===== DATA EXCERPTS =====
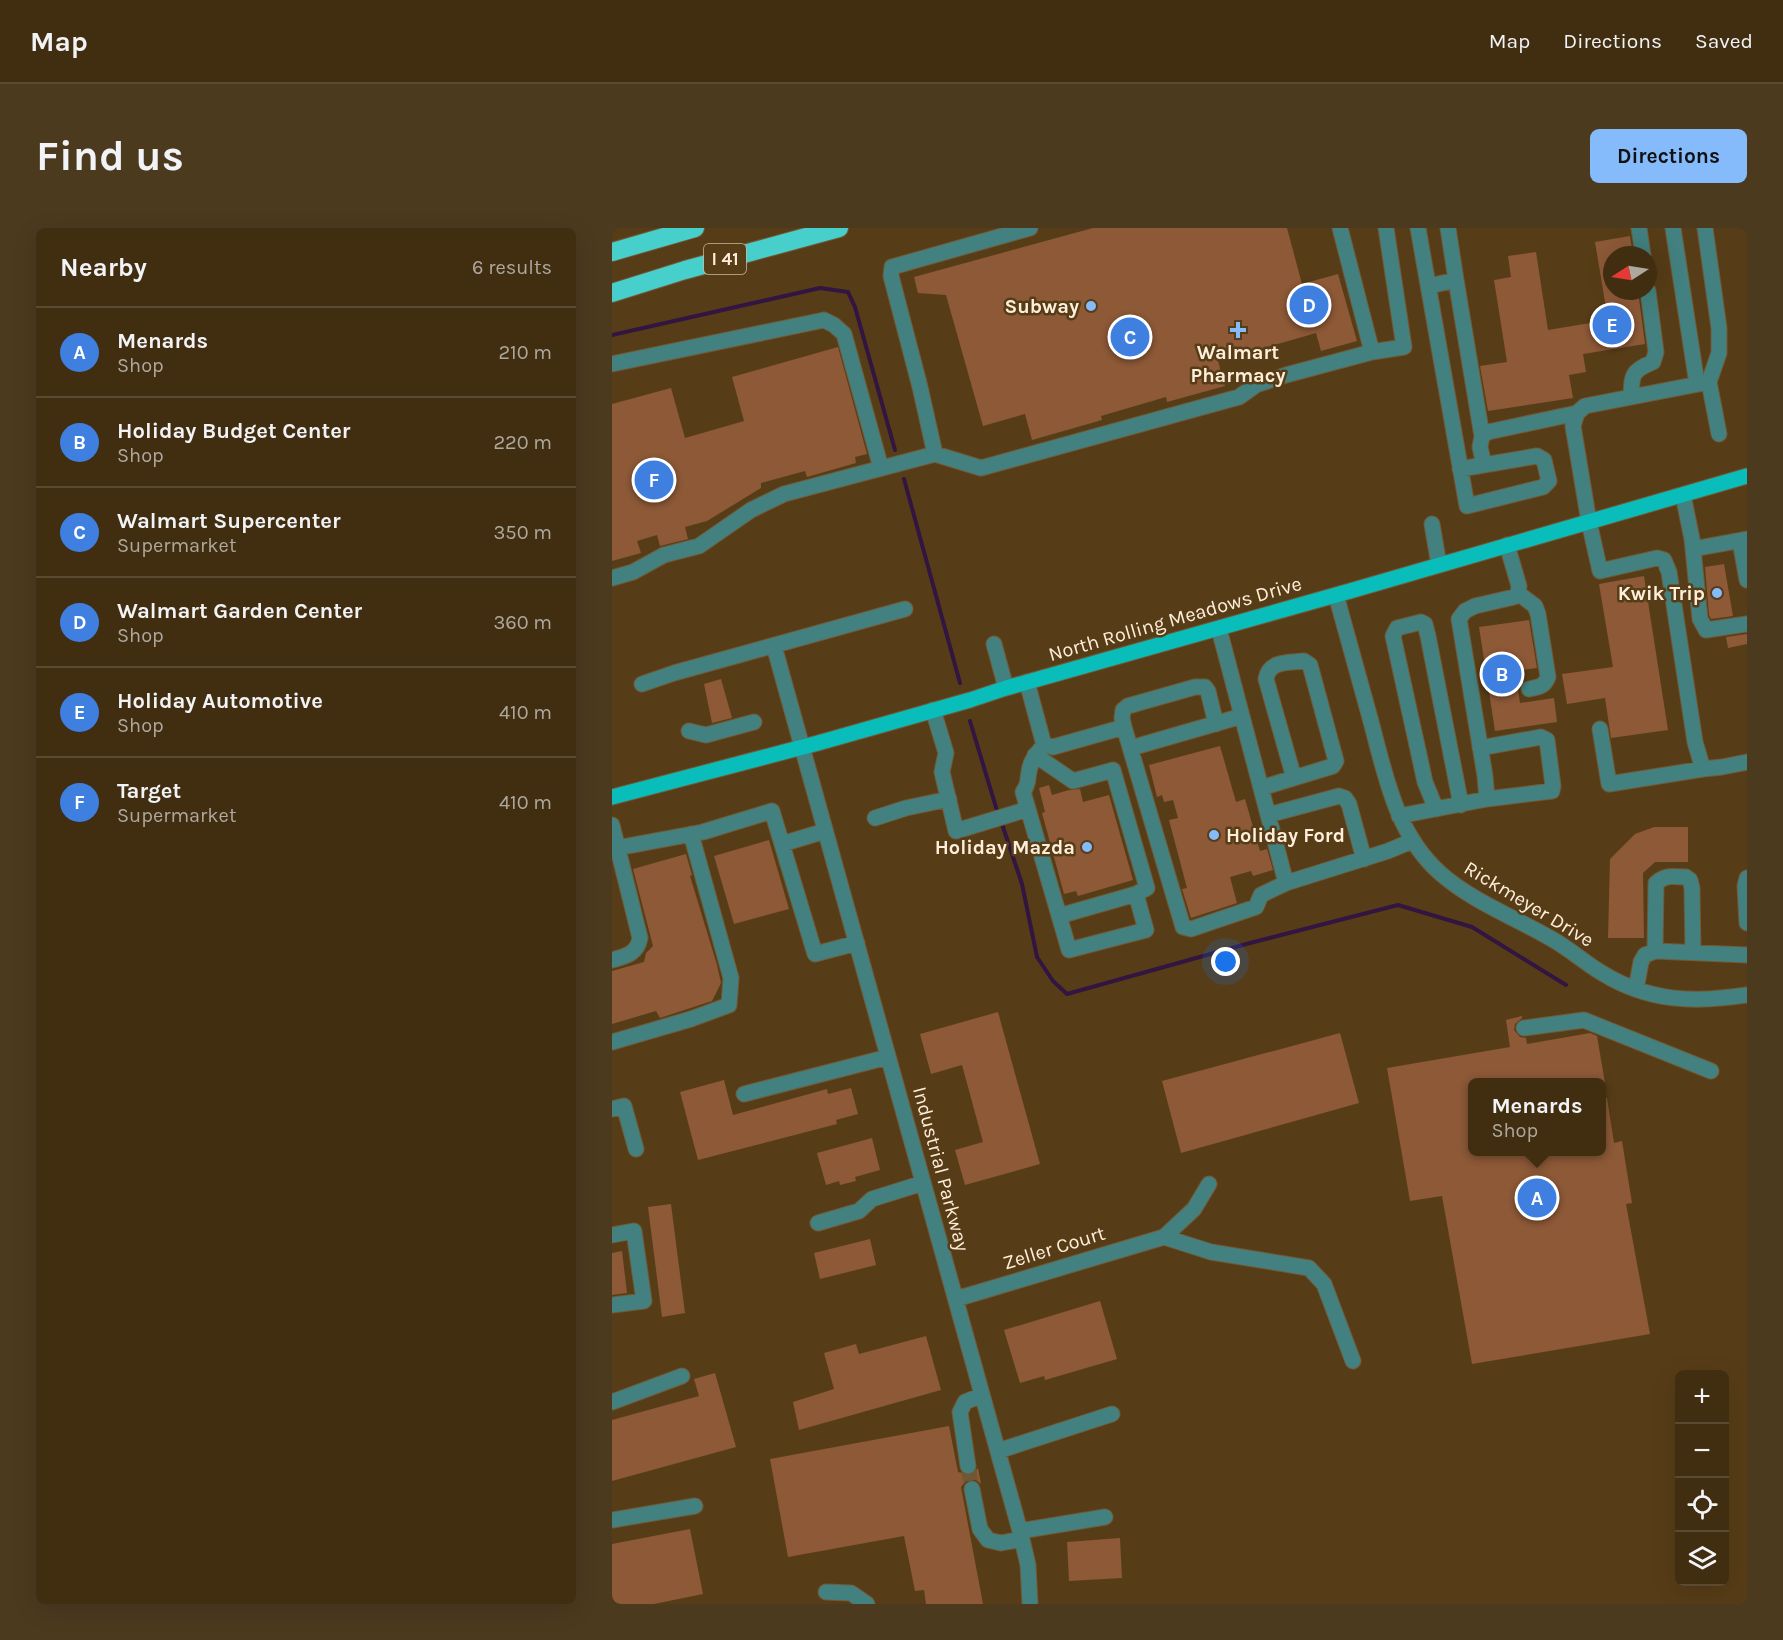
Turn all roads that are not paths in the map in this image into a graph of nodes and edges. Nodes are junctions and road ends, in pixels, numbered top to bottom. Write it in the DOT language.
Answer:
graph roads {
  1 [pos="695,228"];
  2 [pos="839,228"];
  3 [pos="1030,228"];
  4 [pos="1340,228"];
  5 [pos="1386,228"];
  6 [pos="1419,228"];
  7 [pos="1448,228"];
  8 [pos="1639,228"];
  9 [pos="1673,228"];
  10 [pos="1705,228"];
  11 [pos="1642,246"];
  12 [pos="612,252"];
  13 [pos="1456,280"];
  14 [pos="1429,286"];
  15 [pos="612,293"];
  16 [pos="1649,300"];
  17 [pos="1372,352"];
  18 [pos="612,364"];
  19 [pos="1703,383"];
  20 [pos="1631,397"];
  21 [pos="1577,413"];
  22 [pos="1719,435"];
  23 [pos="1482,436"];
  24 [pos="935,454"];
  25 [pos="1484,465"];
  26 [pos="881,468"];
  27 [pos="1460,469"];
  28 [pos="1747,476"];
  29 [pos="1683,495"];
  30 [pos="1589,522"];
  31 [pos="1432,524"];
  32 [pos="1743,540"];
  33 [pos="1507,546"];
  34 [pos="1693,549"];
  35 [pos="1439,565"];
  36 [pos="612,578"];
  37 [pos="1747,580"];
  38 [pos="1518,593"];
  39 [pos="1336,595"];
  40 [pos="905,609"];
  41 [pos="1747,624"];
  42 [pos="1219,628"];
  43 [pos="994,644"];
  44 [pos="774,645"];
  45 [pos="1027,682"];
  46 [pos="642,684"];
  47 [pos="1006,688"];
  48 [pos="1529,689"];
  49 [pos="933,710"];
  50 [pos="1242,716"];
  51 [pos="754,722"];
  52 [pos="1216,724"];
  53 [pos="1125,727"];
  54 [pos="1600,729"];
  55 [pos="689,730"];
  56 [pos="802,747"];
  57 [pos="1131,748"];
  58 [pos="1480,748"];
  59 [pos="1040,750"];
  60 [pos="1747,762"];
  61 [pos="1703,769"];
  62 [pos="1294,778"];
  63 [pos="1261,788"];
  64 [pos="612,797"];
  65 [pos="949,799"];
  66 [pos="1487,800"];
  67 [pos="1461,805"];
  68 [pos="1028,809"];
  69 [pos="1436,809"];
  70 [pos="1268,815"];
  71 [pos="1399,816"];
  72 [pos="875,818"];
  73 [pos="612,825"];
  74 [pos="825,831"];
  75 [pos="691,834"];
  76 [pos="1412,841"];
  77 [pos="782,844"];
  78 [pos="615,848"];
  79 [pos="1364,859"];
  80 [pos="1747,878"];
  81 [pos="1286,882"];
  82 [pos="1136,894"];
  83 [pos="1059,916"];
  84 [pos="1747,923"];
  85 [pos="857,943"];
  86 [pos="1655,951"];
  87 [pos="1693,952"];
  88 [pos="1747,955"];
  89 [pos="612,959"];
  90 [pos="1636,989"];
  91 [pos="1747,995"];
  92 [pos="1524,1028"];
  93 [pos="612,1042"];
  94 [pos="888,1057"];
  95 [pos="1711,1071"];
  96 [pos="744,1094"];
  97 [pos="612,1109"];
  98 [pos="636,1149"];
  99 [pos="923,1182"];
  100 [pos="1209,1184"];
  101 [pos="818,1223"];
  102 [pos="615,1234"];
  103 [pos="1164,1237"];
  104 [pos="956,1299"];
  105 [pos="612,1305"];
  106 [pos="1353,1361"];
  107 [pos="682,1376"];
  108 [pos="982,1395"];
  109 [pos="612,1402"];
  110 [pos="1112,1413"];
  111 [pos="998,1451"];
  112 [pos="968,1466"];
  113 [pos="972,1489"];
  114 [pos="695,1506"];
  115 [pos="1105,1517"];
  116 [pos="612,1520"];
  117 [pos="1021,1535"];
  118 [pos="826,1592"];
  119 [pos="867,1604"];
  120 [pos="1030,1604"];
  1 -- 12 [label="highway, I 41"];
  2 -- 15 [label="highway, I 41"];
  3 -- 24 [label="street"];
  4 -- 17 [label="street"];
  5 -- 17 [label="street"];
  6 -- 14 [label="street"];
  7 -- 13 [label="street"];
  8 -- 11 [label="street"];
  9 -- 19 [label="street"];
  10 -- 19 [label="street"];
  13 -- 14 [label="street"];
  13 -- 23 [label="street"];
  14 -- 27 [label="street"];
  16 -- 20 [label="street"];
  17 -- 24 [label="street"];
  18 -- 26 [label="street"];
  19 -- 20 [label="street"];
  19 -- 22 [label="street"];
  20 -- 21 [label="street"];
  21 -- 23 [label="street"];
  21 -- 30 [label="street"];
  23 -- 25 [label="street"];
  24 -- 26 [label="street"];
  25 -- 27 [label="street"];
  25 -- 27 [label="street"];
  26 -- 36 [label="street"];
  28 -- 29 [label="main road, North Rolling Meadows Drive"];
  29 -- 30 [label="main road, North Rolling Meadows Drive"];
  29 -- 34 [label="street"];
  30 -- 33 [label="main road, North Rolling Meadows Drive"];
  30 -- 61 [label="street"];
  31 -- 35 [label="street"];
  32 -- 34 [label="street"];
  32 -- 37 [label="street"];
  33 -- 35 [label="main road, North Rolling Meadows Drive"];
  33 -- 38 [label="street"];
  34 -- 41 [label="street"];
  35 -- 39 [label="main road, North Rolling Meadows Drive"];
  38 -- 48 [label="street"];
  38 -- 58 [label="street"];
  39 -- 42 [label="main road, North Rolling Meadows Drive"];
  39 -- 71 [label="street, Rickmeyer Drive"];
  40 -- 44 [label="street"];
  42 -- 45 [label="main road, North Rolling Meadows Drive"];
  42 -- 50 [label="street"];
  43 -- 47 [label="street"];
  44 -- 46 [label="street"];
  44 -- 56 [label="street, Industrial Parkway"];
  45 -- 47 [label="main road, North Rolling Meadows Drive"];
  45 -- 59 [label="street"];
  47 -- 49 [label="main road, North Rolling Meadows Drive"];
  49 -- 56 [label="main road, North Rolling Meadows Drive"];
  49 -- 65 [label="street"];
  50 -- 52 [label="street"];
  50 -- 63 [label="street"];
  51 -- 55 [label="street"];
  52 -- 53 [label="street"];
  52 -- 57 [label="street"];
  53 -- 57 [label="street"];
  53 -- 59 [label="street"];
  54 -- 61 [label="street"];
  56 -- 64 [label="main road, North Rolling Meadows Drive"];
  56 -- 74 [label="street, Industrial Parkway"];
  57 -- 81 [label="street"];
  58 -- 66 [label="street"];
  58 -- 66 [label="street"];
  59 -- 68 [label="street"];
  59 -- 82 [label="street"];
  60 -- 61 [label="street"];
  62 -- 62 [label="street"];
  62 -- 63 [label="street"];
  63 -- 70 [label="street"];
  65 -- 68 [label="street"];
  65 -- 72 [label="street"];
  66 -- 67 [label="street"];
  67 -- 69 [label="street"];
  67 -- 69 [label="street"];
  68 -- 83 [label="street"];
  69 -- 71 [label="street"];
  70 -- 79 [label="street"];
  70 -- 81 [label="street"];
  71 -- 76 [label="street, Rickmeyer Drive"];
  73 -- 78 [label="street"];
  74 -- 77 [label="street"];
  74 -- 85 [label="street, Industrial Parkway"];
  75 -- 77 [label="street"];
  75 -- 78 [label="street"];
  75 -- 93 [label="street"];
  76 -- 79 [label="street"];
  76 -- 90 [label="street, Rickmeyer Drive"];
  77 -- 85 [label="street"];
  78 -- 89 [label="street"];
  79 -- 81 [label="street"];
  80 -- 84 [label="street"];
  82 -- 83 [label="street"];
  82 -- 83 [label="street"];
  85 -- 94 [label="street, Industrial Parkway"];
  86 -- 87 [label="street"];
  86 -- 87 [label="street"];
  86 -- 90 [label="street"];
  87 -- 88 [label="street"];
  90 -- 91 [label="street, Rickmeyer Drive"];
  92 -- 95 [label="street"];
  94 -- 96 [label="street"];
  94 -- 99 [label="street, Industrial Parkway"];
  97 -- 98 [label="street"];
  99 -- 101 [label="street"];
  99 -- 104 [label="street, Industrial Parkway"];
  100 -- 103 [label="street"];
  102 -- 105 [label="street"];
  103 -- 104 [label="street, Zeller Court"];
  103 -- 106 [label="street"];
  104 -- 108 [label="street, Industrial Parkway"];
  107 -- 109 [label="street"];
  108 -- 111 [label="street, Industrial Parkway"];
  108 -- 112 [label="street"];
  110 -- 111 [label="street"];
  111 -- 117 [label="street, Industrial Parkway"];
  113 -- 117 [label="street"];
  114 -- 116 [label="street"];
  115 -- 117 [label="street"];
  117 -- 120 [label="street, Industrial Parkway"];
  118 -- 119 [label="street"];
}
=====
__TASK PROMPT__
Among the lines above, which ones include the word "North"? Copy them.

__COMPLETED EXERCISE__
  28 -- 29 [label="main road, North Rolling Meadows Drive"];
  29 -- 30 [label="main road, North Rolling Meadows Drive"];
  30 -- 33 [label="main road, North Rolling Meadows Drive"];
  33 -- 35 [label="main road, North Rolling Meadows Drive"];
  35 -- 39 [label="main road, North Rolling Meadows Drive"];
  39 -- 42 [label="main road, North Rolling Meadows Drive"];
  42 -- 45 [label="main road, North Rolling Meadows Drive"];
  45 -- 47 [label="main road, North Rolling Meadows Drive"];
  47 -- 49 [label="main road, North Rolling Meadows Drive"];
  49 -- 56 [label="main road, North Rolling Meadows Drive"];
  56 -- 64 [label="main road, North Rolling Meadows Drive"];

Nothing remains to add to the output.